_Work to complete_
Compute how many lines in the listing below hold the string "paths", then state only the result.
---------- Data for the task ----------
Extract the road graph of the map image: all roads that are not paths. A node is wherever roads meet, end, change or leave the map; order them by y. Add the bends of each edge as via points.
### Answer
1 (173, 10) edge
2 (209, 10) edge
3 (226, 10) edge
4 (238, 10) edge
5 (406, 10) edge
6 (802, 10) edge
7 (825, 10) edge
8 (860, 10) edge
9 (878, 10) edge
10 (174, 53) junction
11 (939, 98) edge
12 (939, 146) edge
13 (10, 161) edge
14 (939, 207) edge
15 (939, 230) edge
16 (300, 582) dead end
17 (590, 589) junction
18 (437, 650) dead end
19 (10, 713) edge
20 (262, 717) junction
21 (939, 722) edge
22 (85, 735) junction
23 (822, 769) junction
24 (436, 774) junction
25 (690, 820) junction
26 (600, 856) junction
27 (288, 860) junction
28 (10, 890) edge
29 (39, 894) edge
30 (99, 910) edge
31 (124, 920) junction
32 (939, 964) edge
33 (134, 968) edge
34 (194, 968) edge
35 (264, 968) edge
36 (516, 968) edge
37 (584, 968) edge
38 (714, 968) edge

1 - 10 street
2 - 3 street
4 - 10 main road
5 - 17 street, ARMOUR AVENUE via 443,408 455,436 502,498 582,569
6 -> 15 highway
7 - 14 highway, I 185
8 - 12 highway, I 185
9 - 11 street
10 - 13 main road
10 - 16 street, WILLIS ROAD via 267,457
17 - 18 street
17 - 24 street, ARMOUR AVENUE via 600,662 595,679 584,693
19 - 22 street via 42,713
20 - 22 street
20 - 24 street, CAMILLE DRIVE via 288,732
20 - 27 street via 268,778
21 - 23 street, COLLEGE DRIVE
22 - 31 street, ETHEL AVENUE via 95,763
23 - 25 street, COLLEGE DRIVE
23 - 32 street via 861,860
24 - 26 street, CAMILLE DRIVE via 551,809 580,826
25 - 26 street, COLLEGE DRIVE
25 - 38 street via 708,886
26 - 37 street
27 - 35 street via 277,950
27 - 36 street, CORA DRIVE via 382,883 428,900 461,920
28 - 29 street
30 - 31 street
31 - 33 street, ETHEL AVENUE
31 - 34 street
----------
---------- Data for the task ----------
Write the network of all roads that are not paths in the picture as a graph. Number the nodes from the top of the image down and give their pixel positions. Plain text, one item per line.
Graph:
----------
_Exercise response_
2